WHAT THIS TASK INVOLVES: Transcribe the records below. Leave nothing out and change nothing.

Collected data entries

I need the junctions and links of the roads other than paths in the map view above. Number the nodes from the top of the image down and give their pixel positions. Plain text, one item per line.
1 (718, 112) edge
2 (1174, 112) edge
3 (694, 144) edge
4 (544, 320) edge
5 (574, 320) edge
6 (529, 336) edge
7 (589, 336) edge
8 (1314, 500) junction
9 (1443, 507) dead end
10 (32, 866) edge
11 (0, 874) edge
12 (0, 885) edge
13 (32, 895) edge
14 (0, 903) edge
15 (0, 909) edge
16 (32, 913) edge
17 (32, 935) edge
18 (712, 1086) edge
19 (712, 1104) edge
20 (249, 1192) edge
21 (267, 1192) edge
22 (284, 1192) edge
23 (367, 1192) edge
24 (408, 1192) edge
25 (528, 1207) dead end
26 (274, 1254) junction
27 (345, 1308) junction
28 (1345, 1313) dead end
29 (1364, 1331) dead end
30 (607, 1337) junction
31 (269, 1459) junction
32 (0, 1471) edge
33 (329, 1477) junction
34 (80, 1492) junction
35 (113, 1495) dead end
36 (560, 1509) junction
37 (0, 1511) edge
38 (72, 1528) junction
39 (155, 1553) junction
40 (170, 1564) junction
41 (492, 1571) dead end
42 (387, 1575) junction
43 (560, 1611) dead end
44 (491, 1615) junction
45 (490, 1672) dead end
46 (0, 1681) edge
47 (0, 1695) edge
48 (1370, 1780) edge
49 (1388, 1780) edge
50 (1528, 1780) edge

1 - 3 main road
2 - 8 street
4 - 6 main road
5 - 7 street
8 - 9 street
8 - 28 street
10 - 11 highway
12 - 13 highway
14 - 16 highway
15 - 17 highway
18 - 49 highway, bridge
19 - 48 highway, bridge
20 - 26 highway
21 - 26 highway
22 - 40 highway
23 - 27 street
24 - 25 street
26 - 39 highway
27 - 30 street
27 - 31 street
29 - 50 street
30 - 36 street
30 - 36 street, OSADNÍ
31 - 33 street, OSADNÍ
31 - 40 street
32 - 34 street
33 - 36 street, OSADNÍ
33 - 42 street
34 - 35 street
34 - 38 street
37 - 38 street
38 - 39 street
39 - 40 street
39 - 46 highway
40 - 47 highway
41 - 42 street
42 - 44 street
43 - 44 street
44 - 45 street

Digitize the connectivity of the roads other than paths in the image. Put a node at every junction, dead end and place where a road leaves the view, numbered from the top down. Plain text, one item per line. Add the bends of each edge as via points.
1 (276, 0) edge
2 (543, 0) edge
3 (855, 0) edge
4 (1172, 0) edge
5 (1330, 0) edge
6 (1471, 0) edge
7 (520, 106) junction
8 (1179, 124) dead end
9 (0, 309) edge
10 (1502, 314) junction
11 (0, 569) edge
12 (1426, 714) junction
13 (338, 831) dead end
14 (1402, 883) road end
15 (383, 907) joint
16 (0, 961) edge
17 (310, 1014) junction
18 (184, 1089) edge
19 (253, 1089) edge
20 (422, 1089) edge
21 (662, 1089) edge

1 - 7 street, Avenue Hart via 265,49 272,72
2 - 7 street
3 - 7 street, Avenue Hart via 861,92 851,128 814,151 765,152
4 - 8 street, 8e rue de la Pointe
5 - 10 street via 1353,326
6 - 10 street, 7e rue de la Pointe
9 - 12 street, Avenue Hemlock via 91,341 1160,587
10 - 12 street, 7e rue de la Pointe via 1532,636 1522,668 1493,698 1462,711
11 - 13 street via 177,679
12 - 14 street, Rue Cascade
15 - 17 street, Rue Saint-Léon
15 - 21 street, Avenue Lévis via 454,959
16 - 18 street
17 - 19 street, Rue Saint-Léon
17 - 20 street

SOLUTION FOR THIS TASK:
I need the junctions and links of the roads other than paths in the map view above. Number the nodes from the top of the image down and give their pixel positions. Plain text, one item per line.
1 (718, 112) edge
2 (1174, 112) edge
3 (694, 144) edge
4 (544, 320) edge
5 (574, 320) edge
6 (529, 336) edge
7 (589, 336) edge
8 (1314, 500) junction
9 (1443, 507) dead end
10 (32, 866) edge
11 (0, 874) edge
12 (0, 885) edge
13 (32, 895) edge
14 (0, 903) edge
15 (0, 909) edge
16 (32, 913) edge
17 (32, 935) edge
18 (712, 1086) edge
19 (712, 1104) edge
20 (249, 1192) edge
21 (267, 1192) edge
22 (284, 1192) edge
23 (367, 1192) edge
24 (408, 1192) edge
25 (528, 1207) dead end
26 (274, 1254) junction
27 (345, 1308) junction
28 (1345, 1313) dead end
29 (1364, 1331) dead end
30 (607, 1337) junction
31 (269, 1459) junction
32 (0, 1471) edge
33 (329, 1477) junction
34 (80, 1492) junction
35 (113, 1495) dead end
36 (560, 1509) junction
37 (0, 1511) edge
38 (72, 1528) junction
39 (155, 1553) junction
40 (170, 1564) junction
41 (492, 1571) dead end
42 (387, 1575) junction
43 (560, 1611) dead end
44 (491, 1615) junction
45 (490, 1672) dead end
46 (0, 1681) edge
47 (0, 1695) edge
48 (1370, 1780) edge
49 (1388, 1780) edge
50 (1528, 1780) edge

1 - 3 main road
2 - 8 street
4 - 6 main road
5 - 7 street
8 - 9 street
8 - 28 street
10 - 11 highway
12 - 13 highway
14 - 16 highway
15 - 17 highway
18 - 49 highway, bridge
19 - 48 highway, bridge
20 - 26 highway
21 - 26 highway
22 - 40 highway
23 - 27 street
24 - 25 street
26 - 39 highway
27 - 30 street
27 - 31 street
29 - 50 street
30 - 36 street
30 - 36 street, OSADNÍ
31 - 33 street, OSADNÍ
31 - 40 street
32 - 34 street
33 - 36 street, OSADNÍ
33 - 42 street
34 - 35 street
34 - 38 street
37 - 38 street
38 - 39 street
39 - 40 street
39 - 46 highway
40 - 47 highway
41 - 42 street
42 - 44 street
43 - 44 street
44 - 45 street

Digitize the connectivity of the roads other than paths in the image. Put a node at every junction, dead end and place where a road leaves the view, numbered from the top down. Plain text, one item per line. Add the bends of each edge as via points.
1 (276, 0) edge
2 (543, 0) edge
3 (855, 0) edge
4 (1172, 0) edge
5 (1330, 0) edge
6 (1471, 0) edge
7 (520, 106) junction
8 (1179, 124) dead end
9 (0, 309) edge
10 (1502, 314) junction
11 (0, 569) edge
12 (1426, 714) junction
13 (338, 831) dead end
14 (1402, 883) road end
15 (383, 907) joint
16 (0, 961) edge
17 (310, 1014) junction
18 (184, 1089) edge
19 (253, 1089) edge
20 (422, 1089) edge
21 (662, 1089) edge

1 - 7 street, Avenue Hart via 265,49 272,72
2 - 7 street
3 - 7 street, Avenue Hart via 861,92 851,128 814,151 765,152
4 - 8 street, 8e rue de la Pointe
5 - 10 street via 1353,326
6 - 10 street, 7e rue de la Pointe
9 - 12 street, Avenue Hemlock via 91,341 1160,587
10 - 12 street, 7e rue de la Pointe via 1532,636 1522,668 1493,698 1462,711
11 - 13 street via 177,679
12 - 14 street, Rue Cascade
15 - 17 street, Rue Saint-Léon
15 - 21 street, Avenue Lévis via 454,959
16 - 18 street
17 - 19 street, Rue Saint-Léon
17 - 20 street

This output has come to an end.